(Items from a dataset)
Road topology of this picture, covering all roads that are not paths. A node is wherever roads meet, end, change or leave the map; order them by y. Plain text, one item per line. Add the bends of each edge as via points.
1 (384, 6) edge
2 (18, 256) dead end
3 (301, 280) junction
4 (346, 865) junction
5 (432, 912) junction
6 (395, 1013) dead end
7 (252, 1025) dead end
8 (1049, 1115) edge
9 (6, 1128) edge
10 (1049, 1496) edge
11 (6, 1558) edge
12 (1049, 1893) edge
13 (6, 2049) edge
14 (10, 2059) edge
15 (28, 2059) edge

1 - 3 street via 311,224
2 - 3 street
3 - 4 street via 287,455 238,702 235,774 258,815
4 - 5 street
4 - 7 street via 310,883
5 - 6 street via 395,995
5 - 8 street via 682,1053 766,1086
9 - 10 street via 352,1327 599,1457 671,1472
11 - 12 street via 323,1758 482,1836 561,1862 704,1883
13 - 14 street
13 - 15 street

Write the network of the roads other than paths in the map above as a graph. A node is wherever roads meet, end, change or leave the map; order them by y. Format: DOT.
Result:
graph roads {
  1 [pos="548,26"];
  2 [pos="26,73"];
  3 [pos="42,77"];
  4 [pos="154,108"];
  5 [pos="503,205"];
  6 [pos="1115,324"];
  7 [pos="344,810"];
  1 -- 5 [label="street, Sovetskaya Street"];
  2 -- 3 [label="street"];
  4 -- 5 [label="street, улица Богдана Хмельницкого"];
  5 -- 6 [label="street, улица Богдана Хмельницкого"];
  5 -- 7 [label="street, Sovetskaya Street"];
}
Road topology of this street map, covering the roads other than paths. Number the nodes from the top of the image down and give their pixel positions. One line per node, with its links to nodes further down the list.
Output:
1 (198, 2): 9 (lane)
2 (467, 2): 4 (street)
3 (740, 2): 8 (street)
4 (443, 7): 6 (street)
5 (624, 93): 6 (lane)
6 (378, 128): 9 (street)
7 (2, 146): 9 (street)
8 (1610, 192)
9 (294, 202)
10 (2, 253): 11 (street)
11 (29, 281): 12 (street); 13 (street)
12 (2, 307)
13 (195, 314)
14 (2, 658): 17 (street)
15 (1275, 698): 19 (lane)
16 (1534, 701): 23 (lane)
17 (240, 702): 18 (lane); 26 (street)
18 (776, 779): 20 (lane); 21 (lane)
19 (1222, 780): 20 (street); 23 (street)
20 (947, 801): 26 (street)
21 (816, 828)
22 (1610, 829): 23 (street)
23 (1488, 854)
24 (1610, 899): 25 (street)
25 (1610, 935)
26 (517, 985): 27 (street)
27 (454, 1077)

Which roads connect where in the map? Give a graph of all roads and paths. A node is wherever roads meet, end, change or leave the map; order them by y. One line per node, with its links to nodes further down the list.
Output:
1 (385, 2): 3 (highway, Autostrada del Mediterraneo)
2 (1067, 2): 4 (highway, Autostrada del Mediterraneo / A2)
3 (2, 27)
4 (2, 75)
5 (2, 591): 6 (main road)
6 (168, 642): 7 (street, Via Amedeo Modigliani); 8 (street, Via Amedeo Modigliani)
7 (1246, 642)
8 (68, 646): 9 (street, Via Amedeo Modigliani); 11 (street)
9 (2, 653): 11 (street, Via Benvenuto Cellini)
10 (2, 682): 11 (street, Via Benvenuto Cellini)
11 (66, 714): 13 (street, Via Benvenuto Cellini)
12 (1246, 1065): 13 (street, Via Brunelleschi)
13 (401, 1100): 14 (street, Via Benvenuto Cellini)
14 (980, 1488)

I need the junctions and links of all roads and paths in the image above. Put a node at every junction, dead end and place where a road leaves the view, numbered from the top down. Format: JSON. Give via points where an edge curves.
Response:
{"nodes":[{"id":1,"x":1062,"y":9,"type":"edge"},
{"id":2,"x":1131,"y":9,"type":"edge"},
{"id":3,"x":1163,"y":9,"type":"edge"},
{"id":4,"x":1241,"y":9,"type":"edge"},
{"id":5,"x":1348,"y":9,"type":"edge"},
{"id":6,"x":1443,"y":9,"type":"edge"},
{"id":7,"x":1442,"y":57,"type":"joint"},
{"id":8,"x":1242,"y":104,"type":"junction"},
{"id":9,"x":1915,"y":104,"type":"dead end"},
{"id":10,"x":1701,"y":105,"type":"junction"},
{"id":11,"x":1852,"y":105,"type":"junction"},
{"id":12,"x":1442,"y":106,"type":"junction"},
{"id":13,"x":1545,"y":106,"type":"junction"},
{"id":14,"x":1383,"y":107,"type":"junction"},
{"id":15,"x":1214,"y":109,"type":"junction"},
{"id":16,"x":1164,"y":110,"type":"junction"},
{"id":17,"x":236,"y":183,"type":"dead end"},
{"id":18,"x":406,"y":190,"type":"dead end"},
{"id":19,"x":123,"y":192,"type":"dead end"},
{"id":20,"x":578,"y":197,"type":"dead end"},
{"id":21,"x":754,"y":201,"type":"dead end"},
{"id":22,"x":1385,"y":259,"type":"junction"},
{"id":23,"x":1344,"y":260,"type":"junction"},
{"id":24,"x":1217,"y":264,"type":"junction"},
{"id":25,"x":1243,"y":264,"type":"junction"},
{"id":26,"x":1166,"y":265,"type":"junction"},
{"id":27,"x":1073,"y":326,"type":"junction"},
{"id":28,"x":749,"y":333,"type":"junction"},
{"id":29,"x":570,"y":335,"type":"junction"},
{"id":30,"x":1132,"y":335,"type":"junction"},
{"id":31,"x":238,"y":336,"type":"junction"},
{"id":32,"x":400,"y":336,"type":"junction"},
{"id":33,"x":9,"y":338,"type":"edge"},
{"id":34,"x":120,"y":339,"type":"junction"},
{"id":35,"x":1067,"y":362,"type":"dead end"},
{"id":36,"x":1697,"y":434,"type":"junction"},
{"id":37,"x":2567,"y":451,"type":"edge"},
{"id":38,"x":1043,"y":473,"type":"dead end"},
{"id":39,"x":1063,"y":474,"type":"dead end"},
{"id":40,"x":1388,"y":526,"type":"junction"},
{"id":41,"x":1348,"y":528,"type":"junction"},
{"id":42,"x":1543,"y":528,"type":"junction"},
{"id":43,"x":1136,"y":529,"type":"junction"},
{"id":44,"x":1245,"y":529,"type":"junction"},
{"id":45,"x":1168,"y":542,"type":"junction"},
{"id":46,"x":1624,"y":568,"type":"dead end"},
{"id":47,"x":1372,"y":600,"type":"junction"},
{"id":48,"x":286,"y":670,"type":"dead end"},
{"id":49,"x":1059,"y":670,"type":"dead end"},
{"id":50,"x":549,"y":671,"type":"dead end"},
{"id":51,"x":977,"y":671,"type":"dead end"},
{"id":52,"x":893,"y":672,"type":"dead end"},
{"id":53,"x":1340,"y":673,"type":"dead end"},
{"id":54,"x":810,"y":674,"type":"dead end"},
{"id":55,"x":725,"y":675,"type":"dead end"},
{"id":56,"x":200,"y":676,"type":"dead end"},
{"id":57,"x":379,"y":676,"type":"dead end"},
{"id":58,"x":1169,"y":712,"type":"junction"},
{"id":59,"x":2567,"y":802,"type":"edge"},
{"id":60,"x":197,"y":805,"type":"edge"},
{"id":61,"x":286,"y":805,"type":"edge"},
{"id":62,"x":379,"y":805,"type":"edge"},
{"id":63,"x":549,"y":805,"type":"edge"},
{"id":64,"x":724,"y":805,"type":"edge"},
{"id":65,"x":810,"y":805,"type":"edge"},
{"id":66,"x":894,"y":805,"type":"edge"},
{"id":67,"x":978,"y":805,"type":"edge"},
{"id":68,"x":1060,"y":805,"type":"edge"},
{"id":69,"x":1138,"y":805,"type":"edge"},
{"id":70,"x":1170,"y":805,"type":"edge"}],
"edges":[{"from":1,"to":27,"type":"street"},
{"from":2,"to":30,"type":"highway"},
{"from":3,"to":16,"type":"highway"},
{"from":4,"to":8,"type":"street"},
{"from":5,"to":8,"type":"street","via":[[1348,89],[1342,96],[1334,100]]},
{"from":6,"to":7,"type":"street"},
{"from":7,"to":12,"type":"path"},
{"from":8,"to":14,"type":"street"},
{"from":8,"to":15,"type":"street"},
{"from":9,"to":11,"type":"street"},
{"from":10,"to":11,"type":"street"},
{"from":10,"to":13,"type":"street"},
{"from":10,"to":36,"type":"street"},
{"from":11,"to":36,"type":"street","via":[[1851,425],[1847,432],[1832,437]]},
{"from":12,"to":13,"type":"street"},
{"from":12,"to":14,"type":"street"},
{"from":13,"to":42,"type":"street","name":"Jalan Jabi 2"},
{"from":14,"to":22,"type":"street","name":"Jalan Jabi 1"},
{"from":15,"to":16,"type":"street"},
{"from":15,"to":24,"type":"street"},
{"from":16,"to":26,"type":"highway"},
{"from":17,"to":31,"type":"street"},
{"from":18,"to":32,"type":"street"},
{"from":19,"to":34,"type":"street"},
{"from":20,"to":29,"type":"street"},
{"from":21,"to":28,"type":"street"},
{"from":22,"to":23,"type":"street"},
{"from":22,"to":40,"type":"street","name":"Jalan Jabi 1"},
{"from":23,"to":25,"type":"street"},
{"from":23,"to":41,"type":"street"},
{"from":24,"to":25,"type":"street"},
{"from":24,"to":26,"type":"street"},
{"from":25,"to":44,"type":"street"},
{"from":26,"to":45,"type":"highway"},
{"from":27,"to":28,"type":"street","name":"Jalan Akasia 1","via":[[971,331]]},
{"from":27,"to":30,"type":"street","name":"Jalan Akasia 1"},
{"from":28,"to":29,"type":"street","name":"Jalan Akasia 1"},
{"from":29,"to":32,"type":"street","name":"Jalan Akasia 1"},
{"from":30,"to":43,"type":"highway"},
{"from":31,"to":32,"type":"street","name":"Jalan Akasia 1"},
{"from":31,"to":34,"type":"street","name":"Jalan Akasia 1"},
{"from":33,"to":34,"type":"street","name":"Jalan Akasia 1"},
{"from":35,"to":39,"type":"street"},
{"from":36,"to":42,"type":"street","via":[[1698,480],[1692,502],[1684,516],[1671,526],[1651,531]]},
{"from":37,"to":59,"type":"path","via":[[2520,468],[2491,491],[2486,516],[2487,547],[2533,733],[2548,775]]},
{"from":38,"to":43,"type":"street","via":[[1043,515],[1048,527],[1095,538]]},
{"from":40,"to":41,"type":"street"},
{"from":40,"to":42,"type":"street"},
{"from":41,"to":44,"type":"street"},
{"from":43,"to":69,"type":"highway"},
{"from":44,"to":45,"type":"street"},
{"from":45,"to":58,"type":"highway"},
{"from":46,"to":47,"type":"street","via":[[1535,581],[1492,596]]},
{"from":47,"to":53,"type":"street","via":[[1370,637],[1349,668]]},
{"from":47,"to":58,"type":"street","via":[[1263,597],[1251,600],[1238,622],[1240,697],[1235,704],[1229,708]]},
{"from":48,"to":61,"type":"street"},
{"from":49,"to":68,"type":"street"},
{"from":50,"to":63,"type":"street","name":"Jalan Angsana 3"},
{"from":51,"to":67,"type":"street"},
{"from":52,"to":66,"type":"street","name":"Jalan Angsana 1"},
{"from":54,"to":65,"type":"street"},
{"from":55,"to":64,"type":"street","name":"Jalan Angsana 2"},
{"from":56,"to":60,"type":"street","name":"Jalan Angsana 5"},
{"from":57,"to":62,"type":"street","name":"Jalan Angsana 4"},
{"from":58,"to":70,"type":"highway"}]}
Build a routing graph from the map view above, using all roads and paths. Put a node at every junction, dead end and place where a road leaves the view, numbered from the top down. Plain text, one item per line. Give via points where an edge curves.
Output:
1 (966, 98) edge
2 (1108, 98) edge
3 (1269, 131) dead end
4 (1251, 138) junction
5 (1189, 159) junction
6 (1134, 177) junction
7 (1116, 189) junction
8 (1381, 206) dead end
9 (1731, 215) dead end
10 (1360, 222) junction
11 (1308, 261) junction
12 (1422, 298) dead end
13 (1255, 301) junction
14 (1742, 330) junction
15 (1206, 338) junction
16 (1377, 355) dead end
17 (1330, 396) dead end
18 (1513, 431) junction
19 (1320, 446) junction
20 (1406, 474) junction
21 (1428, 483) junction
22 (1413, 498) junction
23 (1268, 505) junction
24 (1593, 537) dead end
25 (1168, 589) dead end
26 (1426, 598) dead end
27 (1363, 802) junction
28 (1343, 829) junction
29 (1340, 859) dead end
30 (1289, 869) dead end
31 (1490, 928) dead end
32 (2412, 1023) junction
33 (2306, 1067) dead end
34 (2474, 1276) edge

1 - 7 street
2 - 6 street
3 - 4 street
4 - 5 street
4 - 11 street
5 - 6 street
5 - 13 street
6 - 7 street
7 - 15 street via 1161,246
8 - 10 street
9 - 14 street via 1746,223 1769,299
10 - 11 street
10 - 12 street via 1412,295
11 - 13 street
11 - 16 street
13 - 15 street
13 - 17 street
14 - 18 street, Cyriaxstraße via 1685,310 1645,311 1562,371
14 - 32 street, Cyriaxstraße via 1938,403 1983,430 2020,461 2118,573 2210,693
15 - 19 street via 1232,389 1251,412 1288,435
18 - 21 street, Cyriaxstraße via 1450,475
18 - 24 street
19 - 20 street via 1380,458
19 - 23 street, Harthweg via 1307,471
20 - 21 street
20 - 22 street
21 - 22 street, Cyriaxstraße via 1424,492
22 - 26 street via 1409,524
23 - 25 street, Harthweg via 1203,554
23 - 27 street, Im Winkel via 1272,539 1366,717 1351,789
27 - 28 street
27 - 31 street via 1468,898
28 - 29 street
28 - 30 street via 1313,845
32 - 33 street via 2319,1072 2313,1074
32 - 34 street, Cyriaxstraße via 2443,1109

* What the task requires
The required output is every line above from the one with "Which roads connect" down to the one with "I need the junctions", restated word for word, ends included.

* Response area
Which roads connect where in the map? Give a graph of all roads and paths. A node is wherever roads meet, end, change or leave the map; order them by y. One line per node, with its links to nodes further down the list.
Output:
1 (385, 2): 3 (highway, Autostrada del Mediterraneo)
2 (1067, 2): 4 (highway, Autostrada del Mediterraneo / A2)
3 (2, 27)
4 (2, 75)
5 (2, 591): 6 (main road)
6 (168, 642): 7 (street, Via Amedeo Modigliani); 8 (street, Via Amedeo Modigliani)
7 (1246, 642)
8 (68, 646): 9 (street, Via Amedeo Modigliani); 11 (street)
9 (2, 653): 11 (street, Via Benvenuto Cellini)
10 (2, 682): 11 (street, Via Benvenuto Cellini)
11 (66, 714): 13 (street, Via Benvenuto Cellini)
12 (1246, 1065): 13 (street, Via Brunelleschi)
13 (401, 1100): 14 (street, Via Benvenuto Cellini)
14 (980, 1488)

I need the junctions and links of all roads and paths in the image above. Put a node at every junction, dead end and place where a road leaves the view, numbered from the top down. Format: JSON. Give via points where an edge curves.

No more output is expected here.